Like his mentor Gershom Scholem, the great scholar of Kabbalah, Beit-Arié created the Hebrew manuscript studies field, according to Rendsburg. “So little was known about medieval Hebrew manuscripts, until Prof. Beit-Arié taught us all how to analyze these precious documents, with special attention to the colophons, the paleography, the physical properties of the codex and much, much more,” he wrote.

Beit-Arié was professor emeritus of codicology and paleography at the Hebrew University of Jerusalem and a former director of the National Library of Israel. (Codicology refers to the study of manuscripts as physical objects, and paleography includes dating texts and interpreting their language.)

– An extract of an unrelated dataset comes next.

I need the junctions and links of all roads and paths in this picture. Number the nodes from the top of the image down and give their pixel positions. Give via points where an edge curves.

Beit-Arié was “one of the great experts on Hebrew codicology” and an honorary fellow at the Bodleian Libraries at the University of Oxford, wrote Richard Ovenden, Bodley’s librarian (the senior executive position at the Bodleian). “The world has lost a great man and a great scholar.”

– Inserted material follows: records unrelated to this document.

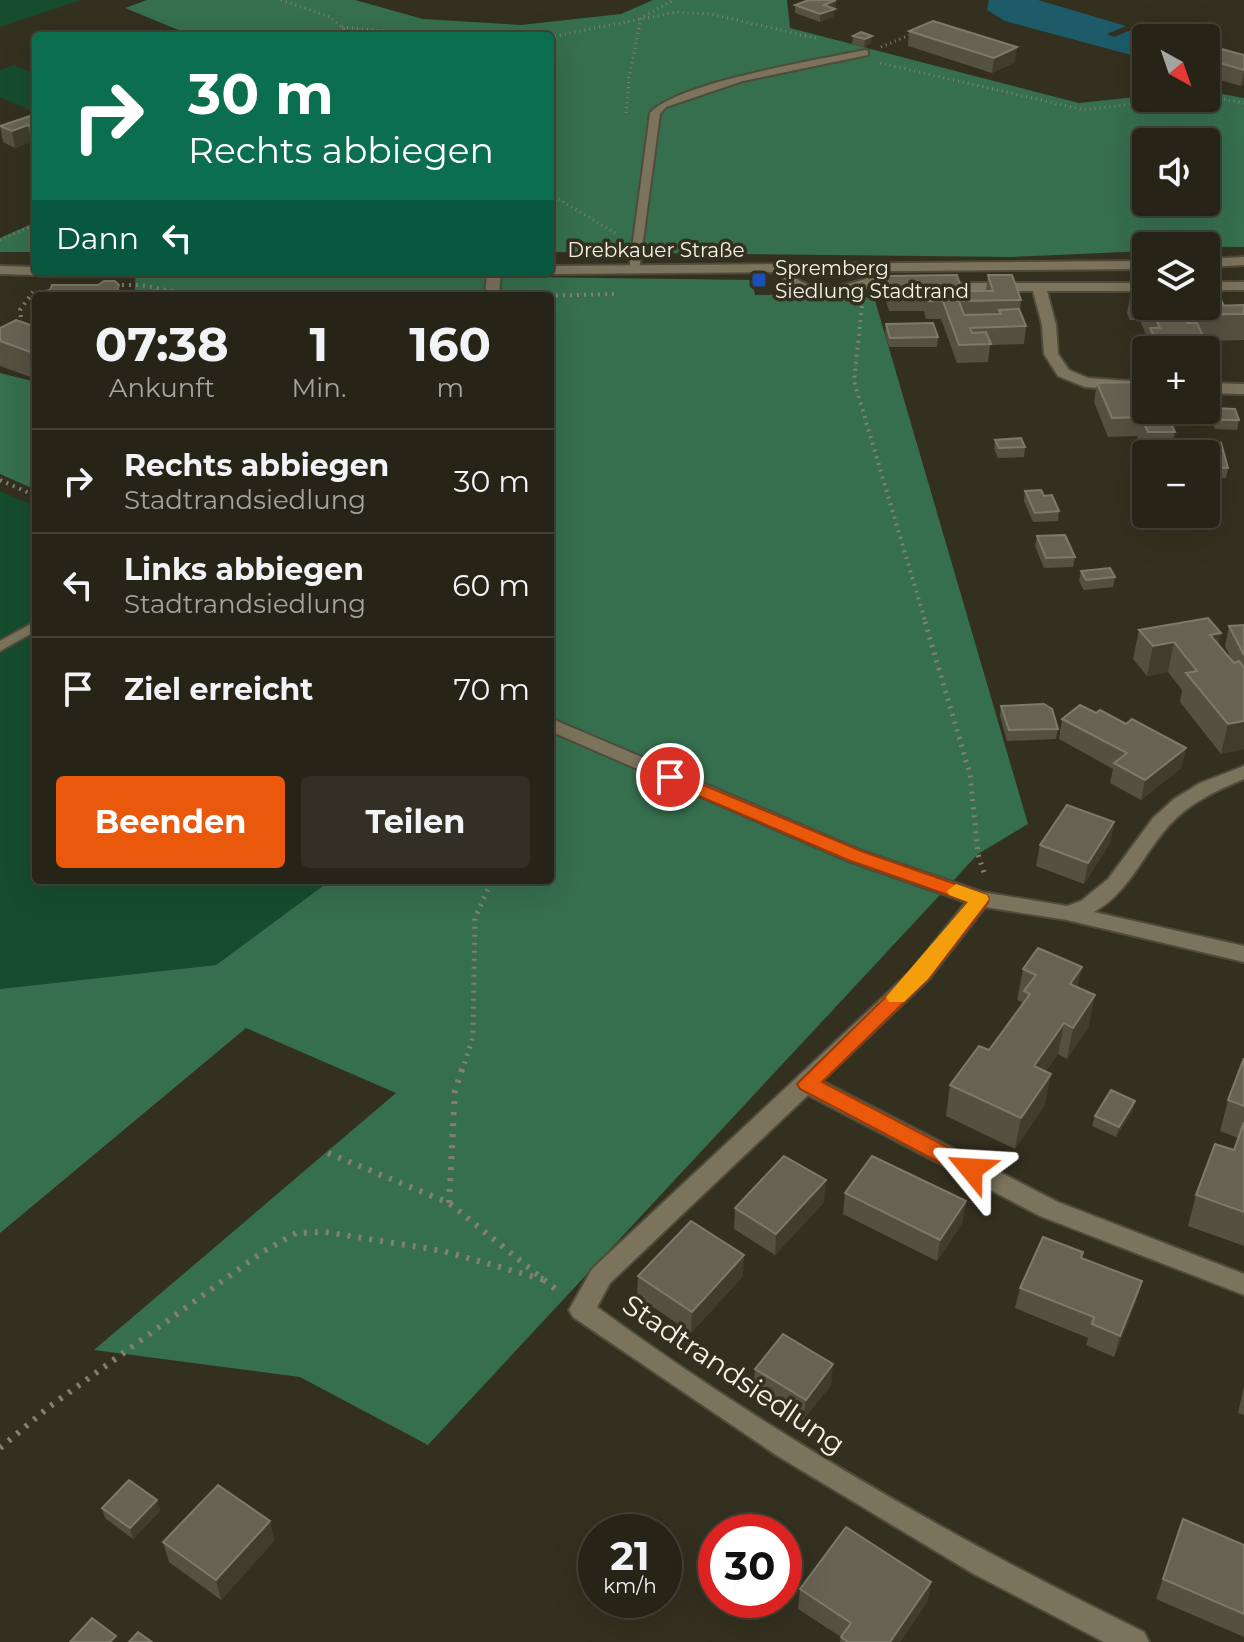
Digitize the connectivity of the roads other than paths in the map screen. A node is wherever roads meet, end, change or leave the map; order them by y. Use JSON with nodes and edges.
{"nodes":[{"id":1,"x":865,"y":53,"type":"road end"},
{"id":2,"x":1244,"y":261,"type":"edge"},
{"id":3,"x":1220,"y":262,"type":"edge"},
{"id":4,"x":1132,"y":266,"type":"edge"},
{"id":5,"x":782,"y":269,"type":"junction"},
{"id":6,"x":0,"y":270,"type":"edge"},
{"id":7,"x":554,"y":270,"type":"edge"},
{"id":8,"x":633,"y":270,"type":"junction"},
{"id":9,"x":32,"y":271,"type":"edge"},
{"id":10,"x":871,"y":277,"type":"junction"},
{"id":11,"x":1220,"y":286,"type":"edge"},
{"id":12,"x":1244,"y":286,"type":"edge"},
{"id":13,"x":1132,"y":287,"type":"edge"},
{"id":14,"x":1039,"y":288,"type":"junction"},
{"id":15,"x":1132,"y":386,"type":"edge"},
{"id":16,"x":1220,"y":388,"type":"edge"},
{"id":17,"x":1244,"y":389,"type":"edge"},
{"id":18,"x":32,"y":627,"type":"edge"},
{"id":19,"x":0,"y":647,"type":"edge"},
{"id":20,"x":554,"y":726,"type":"edge"},
{"id":21,"x":1244,"y":772,"type":"edge"},
{"id":22,"x":986,"y":900,"type":"junction"},
{"id":23,"x":1067,"y":913,"type":"junction"},
{"id":24,"x":1244,"y":954,"type":"edge"},
{"id":25,"x":807,"y":1084,"type":"junction"},
{"id":26,"x":1244,"y":1285,"type":"edge"},
{"id":27,"x":1134,"y":1642,"type":"edge"}],
"edges":[{"from":1,"to":8,"type":"lane"},
{"from":2,"to":3,"type":"street"},
{"from":4,"to":10,"type":"street","name":"Drebkauer Straße"},
{"from":5,"to":8,"type":"street","name":"Drebkauer Straße"},
{"from":5,"to":10,"type":"street","name":"Drebkauer Straße"},
{"from":5,"to":10,"type":"lane"},
{"from":6,"to":9,"type":"street"},
{"from":7,"to":8,"type":"street","name":"Drebkauer Straße"},
{"from":10,"to":14,"type":"street"},
{"from":11,"to":12,"type":"street"},
{"from":13,"to":14,"type":"street"},
{"from":14,"to":15,"type":"street"},
{"from":16,"to":17,"type":"street"},
{"from":18,"to":19,"type":"lane"},
{"from":20,"to":22,"type":"street"},
{"from":21,"to":23,"type":"street"},
{"from":22,"to":23,"type":"street"},
{"from":22,"to":25,"type":"street","name":"Stadtrandsiedlung"},
{"from":23,"to":24,"type":"street"},
{"from":25,"to":26,"type":"street"},
{"from":25,"to":27,"type":"street","name":"Stadtrandsiedlung"}]}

The “distinguished scholar” and “true pioneer in the study of medieval Jewry, its history, culture and creative works” developed “innovative methodologies for the study of Hebrew books and their design during the Middle Ages,” stated the National Library of Israel.

“In doing so, he was able to reveal the richness of medieval Jewish culture through its most significant sources,” it added. “Among other things, Professor Beit-Arié emphasized that these manuscripts were not only intended for conveying content, but rather served as ‘cultural objects’ worthy of being studied as part of the sociological and cultural history of the Middle Ages.”

Scholarship, poems, children’s literature

Beit-Arié was born on May 20, 1937, in Petach Tikvah and was raised in Kiryat Borochov and Ramat Gan, according to Israel’s National Library. He earned a bachelor’s in Hebrew language and literature at Hebrew University; studied library science; and earned a Hebrew linguistics master’s from the same school.

He lectured on codicology and paleography at Hebrew University beginning in 1975, per the National Library of Israel, which he directed from 1979 until 1990. The Israel Academy of Sciences and Humanities elected him a member in 2003.

“He also was a gifted writer of literature and poetry. Beginning in 1957, he would often publish poems and children’s stories in literary journals and the daily Hebrew press,” the national library stated.

He was also awarded often for his scholarship and “one of his major achievements was the establishment of the Hebrew Palaeography Project,” a “codicological database containing all manuscripts written in Hebrew script with exact dates and names of copyists, as well as descriptions of their visible material characteristics,” per the library.

Haim Gottschalk, Judaica librarian at the Library of Congress, wrote that Beit-Arié was “a pioneering scholar in the world of codicology, book history and in Jewish studies.” Gottschalk added that he has learned a lot from Beit-Arié’s writings and scholarship.

The University of Pennsylvania’s Katz Center for Advanced Judaic Studies, the Oxford Centre for Hebrew & Jewish Studies and the Munich Research Centre for Jewish-Arabic Cultures were among the institutions that expressed condolences and appreciation.

“Malachi was more than a foundational scholar in Hebrew manuscripts. He was the kind of scholar you simply wanted to be around,” according to Herschel Hepler, associate curator of Hebrew Manuscripts at the Museum of the Bible in Washington, D.C.

Hepler first met Beit-Arié in 2015 at one of the scholar’s codicology courses, “where he was quickly cracking subtle, private jokes about my being a Museum of the Bible curator,” Hepler told JNS. “I liked him immediately. I feel blessed to know him, to have been known by him and to work together on a project that excited him.”

“We are sad to hear of Professor Malachi Beit-Arié’s passing,” wrote Museum of the Bible. “His work revolutionized the study of Hebrew manuscripts, like the museum’s Valmadonna 1, which impacts every aspect of pre-modern Jewish history. Professor, colleague and friend to many, Malachi will be sorely missed.”

Martina Mampieri, a Martin Buber fellow at the Hebrew University of Jerusalem, called Beit-Arié “an incredible teacher and pioneering scholar.”